Однако обращение к мысли большинства возможно только посредством слова, а всякое отречение от него поставило бы революцию в более трудные условия, ибо реакционный лагерь на первых порах сильнее ее организацией и оружием. "Наша сила - в силе мысли, в силе правды, в силе слова, в исторической попутности"(20, кн. 2, 587, 588). Это место из писем "К старому товарищу" заставляет вспомнить ленинское понимание роли морального фактора в победе русской революции над более сильным в военном и материальном отношении противником.

Но самое главное состоит в том, что слово тоже есть дело... В книге "Две тактики социал-демократии в демократической революции" Ленин писал: "Вульгарный революционаризм не понимает того, что слово тоже есть дело; это положение бесспорное для приложения к истории вообще или к тем эпохам истории, когда открытого политического выступления масс нет, а его никакие путчи не заменят и искусственно не вызовут". Другое положение, конечно, бывает в период непосредственной революционной ситуации - когда гражданская война начинается, всякая задержка перехода от слова к делу была бы "хвостизмом революционеров"[12].

Слово Герцена, сказанное в такую эпоху, когда важнее всего было уяснение передовыми людьми рабочего класса своей роли в истории, своего положения в создавшейся обстановке, стало великим делом.
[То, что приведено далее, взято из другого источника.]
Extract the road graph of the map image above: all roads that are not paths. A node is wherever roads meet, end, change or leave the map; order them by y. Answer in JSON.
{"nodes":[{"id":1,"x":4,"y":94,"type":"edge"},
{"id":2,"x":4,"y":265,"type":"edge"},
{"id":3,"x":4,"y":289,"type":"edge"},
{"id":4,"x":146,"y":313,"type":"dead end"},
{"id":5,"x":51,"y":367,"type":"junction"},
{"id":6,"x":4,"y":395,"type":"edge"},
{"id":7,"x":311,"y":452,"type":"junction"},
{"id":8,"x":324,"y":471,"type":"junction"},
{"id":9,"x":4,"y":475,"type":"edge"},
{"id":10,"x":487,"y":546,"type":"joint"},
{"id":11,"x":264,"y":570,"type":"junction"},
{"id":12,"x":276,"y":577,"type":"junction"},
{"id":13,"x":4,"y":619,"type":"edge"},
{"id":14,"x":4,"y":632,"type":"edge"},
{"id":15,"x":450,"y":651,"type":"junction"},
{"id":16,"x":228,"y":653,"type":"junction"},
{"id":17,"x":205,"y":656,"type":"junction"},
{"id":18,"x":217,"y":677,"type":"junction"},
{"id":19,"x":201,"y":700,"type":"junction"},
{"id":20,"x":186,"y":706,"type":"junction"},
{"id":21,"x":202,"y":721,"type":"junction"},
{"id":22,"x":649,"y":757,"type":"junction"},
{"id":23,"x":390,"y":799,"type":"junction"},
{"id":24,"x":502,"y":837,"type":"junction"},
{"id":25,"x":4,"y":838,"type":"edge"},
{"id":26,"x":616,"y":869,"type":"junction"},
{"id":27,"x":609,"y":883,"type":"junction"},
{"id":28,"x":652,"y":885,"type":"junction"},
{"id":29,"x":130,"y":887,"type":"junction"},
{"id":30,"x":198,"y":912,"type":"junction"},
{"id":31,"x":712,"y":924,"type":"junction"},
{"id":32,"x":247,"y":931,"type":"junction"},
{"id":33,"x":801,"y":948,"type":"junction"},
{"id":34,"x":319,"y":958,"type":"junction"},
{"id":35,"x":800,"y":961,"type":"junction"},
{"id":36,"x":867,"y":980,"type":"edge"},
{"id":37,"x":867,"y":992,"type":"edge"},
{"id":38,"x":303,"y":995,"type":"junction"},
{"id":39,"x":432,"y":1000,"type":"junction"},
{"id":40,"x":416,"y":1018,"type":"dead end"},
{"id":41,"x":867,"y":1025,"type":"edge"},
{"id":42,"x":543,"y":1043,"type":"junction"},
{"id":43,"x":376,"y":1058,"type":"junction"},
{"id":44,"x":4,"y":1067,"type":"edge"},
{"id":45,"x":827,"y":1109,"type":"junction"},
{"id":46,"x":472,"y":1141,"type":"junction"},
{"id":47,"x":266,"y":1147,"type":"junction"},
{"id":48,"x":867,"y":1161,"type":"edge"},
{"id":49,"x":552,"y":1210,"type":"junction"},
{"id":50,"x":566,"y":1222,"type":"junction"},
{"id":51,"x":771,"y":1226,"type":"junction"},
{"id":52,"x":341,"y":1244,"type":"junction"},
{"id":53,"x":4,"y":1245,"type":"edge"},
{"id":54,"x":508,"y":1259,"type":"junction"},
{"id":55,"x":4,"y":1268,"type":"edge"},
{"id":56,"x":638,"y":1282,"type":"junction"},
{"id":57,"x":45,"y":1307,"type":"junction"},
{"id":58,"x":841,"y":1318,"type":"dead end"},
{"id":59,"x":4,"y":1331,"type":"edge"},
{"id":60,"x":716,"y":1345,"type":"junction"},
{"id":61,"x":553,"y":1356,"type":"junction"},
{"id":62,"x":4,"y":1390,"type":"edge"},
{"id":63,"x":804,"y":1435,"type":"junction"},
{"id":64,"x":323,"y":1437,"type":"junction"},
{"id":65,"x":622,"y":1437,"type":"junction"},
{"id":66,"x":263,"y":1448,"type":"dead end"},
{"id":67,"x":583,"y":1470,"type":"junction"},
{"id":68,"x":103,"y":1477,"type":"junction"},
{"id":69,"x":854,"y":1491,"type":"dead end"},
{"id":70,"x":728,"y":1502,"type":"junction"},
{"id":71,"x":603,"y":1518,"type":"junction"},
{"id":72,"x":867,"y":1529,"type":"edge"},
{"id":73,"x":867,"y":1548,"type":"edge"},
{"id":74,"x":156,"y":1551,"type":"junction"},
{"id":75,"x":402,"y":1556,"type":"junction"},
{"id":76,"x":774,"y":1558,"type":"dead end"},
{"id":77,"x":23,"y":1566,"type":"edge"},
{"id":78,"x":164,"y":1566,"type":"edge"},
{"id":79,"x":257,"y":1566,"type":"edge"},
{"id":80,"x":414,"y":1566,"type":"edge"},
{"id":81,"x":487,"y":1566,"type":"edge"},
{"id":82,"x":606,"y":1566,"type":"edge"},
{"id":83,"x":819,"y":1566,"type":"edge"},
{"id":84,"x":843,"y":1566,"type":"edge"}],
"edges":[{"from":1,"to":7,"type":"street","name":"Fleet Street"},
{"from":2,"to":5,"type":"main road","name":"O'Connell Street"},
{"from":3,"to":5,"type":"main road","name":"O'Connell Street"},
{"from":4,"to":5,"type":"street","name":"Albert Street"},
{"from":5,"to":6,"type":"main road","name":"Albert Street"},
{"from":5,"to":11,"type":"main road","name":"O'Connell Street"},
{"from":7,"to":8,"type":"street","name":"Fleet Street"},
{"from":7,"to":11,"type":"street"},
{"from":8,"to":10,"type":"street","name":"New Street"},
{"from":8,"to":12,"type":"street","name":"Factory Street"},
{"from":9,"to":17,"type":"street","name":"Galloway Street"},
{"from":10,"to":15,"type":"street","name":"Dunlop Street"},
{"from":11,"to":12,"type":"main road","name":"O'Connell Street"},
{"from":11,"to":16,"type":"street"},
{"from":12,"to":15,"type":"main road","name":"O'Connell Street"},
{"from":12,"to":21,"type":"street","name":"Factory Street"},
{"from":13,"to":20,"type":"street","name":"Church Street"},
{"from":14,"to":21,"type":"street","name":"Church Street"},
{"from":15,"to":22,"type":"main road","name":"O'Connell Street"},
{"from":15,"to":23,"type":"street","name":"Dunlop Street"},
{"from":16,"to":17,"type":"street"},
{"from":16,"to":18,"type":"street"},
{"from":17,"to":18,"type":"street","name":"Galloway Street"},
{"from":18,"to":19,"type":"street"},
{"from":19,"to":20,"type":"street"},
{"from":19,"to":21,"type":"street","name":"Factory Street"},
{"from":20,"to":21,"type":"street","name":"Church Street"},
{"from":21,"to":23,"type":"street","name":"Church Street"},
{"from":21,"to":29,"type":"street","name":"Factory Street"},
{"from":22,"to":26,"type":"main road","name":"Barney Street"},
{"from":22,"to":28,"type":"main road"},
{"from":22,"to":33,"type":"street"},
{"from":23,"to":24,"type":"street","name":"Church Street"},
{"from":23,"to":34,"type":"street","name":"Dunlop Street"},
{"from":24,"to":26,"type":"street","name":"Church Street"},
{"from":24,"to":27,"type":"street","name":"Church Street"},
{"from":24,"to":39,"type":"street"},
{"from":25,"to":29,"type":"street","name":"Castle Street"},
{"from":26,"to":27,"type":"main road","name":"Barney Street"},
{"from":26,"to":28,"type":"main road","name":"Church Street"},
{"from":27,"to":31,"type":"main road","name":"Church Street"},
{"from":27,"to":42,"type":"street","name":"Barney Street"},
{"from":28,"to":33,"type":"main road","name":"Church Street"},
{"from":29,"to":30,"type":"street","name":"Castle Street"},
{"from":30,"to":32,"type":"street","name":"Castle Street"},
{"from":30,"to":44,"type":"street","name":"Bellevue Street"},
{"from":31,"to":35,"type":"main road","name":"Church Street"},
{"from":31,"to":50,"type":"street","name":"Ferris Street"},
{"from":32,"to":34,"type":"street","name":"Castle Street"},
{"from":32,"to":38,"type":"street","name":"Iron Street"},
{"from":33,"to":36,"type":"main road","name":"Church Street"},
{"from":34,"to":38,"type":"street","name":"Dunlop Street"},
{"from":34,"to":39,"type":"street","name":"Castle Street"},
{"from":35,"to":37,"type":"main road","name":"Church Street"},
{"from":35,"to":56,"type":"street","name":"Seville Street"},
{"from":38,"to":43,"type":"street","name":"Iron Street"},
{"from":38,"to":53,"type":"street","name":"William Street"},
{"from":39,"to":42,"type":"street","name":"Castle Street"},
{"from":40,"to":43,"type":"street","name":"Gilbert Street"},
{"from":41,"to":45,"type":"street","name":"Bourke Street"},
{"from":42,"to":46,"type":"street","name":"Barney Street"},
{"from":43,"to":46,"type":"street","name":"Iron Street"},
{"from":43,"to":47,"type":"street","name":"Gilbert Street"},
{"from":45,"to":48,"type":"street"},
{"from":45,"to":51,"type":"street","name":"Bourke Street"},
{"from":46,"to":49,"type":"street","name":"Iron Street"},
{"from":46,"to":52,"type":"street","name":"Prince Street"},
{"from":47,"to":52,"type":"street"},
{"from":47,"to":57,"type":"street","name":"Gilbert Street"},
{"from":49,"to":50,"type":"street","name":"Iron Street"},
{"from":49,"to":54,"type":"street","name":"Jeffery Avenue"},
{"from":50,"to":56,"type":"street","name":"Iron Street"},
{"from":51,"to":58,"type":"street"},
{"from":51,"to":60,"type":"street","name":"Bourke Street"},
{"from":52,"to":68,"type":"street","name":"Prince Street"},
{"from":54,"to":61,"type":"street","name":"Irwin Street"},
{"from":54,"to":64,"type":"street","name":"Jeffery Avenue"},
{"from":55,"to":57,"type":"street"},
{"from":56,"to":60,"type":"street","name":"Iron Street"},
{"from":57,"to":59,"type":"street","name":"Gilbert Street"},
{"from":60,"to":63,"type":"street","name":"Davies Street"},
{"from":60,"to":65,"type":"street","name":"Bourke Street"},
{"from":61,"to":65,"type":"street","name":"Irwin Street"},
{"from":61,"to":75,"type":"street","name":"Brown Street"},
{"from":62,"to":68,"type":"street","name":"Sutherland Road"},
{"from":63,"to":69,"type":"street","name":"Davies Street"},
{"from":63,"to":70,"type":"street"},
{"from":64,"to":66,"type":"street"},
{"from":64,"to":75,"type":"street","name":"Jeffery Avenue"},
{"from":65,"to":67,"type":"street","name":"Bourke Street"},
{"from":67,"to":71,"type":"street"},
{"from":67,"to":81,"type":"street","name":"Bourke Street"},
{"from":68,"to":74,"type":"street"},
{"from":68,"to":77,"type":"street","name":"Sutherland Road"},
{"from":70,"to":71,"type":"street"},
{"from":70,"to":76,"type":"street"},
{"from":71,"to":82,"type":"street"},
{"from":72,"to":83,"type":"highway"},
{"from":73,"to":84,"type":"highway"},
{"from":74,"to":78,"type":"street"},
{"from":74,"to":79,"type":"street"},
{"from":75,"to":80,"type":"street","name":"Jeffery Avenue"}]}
Слово сделало свое дело - оно дошло. Дошло, несмотря на могущество врагов и непонимание друзей. А между тем каким слабым кажется слово по сравнению с фактическим миром реальных отношений и сил!

Слово тоже есть дело.
1962

* Статья была заказана редакцией "Лит. газеты" к 150-летию со дня рождения А. И. Герцена весной 1962 г., но не увидела света. Напечатана в журн. "Вопросы философии" (1967, № 1). Для настоящего издания мною сделаны небольшие поправки (вопрос о том, кто был автором "Катехизиса революционера" выглядит сегодня иначе, хотя существо дела не изменилось). Прибавлены также комментарии.


1. Цифрой указывается раздел комментариев (см. с. 74-106).
2. Ленин В. И. Поли. собр. соч., т. 38, с. 56.
3. Воспоминания о В. И. Ленине. М., 1985, т. 5, с. 12.
4. См.: Нечаев и нечаевцы. Сб. материалов. М.- Л., 1931, с. 140-141.
5. См. там же, с. 57-58.
6. См.: Маркс К., Энгельс Ф. Соч., т. 18, с. 398.
7. См.: Ленин В. И. Полн. собр. соч., т. 49, с. 56.
8. Гоголь Н. В. Полн. собр. соч. М., 1952, т. 8, с. 229.
9. Нечаев и нечаевцы, с. 138.
10. Приведено в брошюре Маркса и Энгельса об Альянсе (Маркс К., Энгельс Ф. Соч., т. 18, с. 395).
11. Литературное наследство. М., 1956, т. 63, с. 486.
12. Ленин В. И. Полн. собр. соч., т. 11, с. 59. Слово "революционаризм" также, видимо, взято у Герцена-"французский революционаризм" (11, 27).